Risque connu… qui évolue

Même si le lac a sombré dans l’oubli avec le temps, le fait de vivre sur un territoire drainé a toujours représenté un risque connu, explique le professeur Day.

« C’est pourquoi les capacités de pompages sont si élevées », dit-il.

Lorsqu’elles fonctionnent à plein régime, les quatre pompes peuvent déplacer l’équivalent du contenu d’une piscine olympique par minute, illustrait vendredi le journal local Abbostford News.

PHOTO JONATHAN HAYWARD, LA PRESSE CANADIENNE

Inondations dans la plaine agricole de Sumas, en Colombie-Britannique, vendredi

Mais le problème est que les calculs de probabilités de récurrences de crues reposent sur des données historiques qui ne tiennent pas compte de facteurs nouveaux, comme le réchauffement du climat, note le professeur Day.

« C’est clair que les risques [d’inondation] augmentent avec le réchauffement de la planète, mais il y a aussi davantage de gens qui vivent [dans la plaine de Sumas] qu’il y a 100 ans », dit-il, ce qui augmente parallèlement l’importance des conséquences d’une inondation.

Une étude réalisée pour la municipalité d’Abbotsford en 2019 rappelait d’ailleurs le risque qu’une crue majeure entraîne l’inondation de la plaine et recrée le lac Sumas.

« Les risques ont toujours été là, mais ils deviennent plus importants avec le temps », dit le professeur Day, estimant qu’il faut intervenir en combinant les solutions à long terme et à court terme.
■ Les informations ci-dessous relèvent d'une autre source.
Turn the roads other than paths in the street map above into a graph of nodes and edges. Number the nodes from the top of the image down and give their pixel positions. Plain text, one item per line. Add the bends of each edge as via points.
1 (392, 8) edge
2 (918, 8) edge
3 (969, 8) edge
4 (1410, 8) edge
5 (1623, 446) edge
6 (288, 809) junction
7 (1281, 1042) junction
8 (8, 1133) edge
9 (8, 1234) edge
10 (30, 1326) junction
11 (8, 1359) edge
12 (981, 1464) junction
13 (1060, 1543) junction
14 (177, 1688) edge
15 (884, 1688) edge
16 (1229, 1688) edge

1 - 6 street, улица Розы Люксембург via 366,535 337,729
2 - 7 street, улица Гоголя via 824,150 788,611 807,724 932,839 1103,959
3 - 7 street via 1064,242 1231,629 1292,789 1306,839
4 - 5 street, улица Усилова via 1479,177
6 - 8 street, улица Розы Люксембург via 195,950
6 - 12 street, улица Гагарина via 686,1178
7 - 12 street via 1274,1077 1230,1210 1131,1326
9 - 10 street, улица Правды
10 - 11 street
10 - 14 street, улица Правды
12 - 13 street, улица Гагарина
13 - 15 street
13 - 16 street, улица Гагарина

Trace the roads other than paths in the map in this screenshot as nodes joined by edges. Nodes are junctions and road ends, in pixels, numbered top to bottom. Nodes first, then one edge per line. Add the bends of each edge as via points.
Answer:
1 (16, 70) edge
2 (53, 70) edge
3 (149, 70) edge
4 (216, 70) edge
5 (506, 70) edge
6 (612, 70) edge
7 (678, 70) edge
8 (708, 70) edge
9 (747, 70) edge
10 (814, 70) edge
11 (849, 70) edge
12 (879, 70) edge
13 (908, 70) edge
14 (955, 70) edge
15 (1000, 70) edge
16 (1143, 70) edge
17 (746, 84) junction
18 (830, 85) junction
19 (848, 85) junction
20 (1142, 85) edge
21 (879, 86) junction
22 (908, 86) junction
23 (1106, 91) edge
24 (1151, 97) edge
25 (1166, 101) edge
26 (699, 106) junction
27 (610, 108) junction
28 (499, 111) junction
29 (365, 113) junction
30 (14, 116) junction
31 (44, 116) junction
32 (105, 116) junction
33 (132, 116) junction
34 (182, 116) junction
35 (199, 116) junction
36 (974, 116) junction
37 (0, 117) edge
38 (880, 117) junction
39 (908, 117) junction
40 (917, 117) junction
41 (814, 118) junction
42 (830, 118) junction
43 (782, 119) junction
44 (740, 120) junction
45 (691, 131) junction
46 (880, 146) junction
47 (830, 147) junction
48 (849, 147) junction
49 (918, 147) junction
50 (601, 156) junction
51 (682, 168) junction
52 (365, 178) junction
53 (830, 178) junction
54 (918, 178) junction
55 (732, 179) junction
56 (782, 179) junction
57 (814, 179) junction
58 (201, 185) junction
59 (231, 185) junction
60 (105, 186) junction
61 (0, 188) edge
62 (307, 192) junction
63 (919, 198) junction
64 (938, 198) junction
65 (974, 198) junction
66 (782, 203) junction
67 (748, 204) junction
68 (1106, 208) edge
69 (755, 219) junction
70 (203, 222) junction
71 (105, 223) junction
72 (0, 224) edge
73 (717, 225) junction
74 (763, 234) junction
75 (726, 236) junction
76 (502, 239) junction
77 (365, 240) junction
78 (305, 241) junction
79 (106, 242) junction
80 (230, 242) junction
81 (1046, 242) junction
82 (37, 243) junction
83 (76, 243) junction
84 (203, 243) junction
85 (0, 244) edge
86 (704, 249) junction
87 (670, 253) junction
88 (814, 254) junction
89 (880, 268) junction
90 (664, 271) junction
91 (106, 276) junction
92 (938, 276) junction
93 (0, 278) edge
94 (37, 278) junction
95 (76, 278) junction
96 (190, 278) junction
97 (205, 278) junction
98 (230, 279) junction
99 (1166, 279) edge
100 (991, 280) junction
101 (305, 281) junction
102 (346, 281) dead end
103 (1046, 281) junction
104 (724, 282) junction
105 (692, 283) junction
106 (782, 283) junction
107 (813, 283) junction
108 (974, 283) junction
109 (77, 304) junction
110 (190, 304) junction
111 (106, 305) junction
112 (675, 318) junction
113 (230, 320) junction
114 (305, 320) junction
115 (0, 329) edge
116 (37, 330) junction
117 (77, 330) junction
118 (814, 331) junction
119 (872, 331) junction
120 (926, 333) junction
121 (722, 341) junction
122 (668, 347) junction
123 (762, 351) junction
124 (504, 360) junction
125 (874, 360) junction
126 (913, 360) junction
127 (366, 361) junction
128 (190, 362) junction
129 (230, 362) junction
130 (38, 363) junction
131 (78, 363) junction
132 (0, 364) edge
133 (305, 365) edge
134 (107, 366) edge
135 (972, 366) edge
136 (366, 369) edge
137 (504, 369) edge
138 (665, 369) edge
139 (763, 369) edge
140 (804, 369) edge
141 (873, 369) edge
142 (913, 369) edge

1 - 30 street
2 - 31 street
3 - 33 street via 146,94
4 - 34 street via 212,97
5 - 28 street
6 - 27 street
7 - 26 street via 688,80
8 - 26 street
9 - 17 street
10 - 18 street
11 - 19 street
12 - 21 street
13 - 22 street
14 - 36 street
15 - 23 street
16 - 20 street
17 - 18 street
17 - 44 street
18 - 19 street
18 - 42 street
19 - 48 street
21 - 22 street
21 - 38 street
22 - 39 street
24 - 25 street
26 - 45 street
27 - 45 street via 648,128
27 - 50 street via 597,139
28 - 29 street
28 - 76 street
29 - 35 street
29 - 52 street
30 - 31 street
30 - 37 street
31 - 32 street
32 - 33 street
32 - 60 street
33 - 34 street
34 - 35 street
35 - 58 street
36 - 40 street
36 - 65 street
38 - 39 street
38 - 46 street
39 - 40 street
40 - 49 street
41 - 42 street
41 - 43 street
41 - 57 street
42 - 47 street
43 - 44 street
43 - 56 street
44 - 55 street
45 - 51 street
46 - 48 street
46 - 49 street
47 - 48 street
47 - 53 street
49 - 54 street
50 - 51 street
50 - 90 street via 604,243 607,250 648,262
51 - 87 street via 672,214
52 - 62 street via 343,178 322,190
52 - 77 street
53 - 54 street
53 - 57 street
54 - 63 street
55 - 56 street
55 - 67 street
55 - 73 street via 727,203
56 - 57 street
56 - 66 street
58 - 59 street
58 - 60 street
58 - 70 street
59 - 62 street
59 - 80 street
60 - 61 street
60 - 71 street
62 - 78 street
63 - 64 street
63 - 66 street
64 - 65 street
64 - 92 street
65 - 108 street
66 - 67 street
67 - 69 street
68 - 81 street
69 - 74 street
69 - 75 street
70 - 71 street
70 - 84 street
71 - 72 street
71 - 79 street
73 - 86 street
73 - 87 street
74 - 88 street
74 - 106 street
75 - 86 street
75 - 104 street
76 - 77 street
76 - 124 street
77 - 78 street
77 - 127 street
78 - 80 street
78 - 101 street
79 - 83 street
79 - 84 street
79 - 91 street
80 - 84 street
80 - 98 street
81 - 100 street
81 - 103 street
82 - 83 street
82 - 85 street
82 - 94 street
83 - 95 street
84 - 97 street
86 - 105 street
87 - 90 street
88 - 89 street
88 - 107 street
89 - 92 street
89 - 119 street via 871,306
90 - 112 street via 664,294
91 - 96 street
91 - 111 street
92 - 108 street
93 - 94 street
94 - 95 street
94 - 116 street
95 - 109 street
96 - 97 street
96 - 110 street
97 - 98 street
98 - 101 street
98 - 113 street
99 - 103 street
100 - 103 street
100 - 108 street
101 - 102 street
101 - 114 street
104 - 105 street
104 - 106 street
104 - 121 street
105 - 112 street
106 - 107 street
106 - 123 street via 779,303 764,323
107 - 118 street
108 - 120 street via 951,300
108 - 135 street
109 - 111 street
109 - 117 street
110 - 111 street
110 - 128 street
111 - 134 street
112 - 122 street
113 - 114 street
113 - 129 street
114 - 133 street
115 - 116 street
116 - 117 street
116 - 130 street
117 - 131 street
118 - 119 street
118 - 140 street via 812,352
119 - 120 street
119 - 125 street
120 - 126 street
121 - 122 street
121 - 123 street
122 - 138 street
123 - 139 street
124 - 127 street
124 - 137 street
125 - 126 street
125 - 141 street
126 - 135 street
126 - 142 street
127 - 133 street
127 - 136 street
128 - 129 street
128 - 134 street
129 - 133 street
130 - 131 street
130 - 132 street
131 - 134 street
À court terme, il faut bien sûr aider les gens qui ont perdu leur maison, leur source de revenus, mais à long terme, « il faut reconnaître que le climat change », et agir en conséquence, dit-il, évoquant l’idée appliquée ailleurs dans le monde d’exproprier certaines propriétés pour diriger dans ces secteurs les coups d’eau importants, afin d’en protéger d’autres.

PHOTO FOURNIE PAR TERENCE DAY

Terence Day, professeur au département de géographie et des sciences de la terre et de l’environnement du Collège Okanagan

Ce serait une erreur de penser que tout [ce qui a été détruit ou affecté] doit être reconstruit. Reconstruire n’est pas la meilleure solution à long terme, même si c’est une solution tentante à court terme.

Terence Day, professeur au département de géographie et des sciences de la terre et de l’environnement du Collège Okanagan

Plaine inondable

La grande variabilité de la superficie de l’ancien lac Sumas s’explique par le fait qu’il se trouvait dans la plaine alluviale du fleuve Fraser, qui draine un vaste bassin versant.

« Une plaine alluviale, c’est le secteur dans lequel un cours d’eau peut migrer », explique le spécialiste du comportement des rivières Maxime Boivin, professeur-chercheur en géographie et hydrogéomorphologie à l’Université du Québec à Chicoutimi (UQAC).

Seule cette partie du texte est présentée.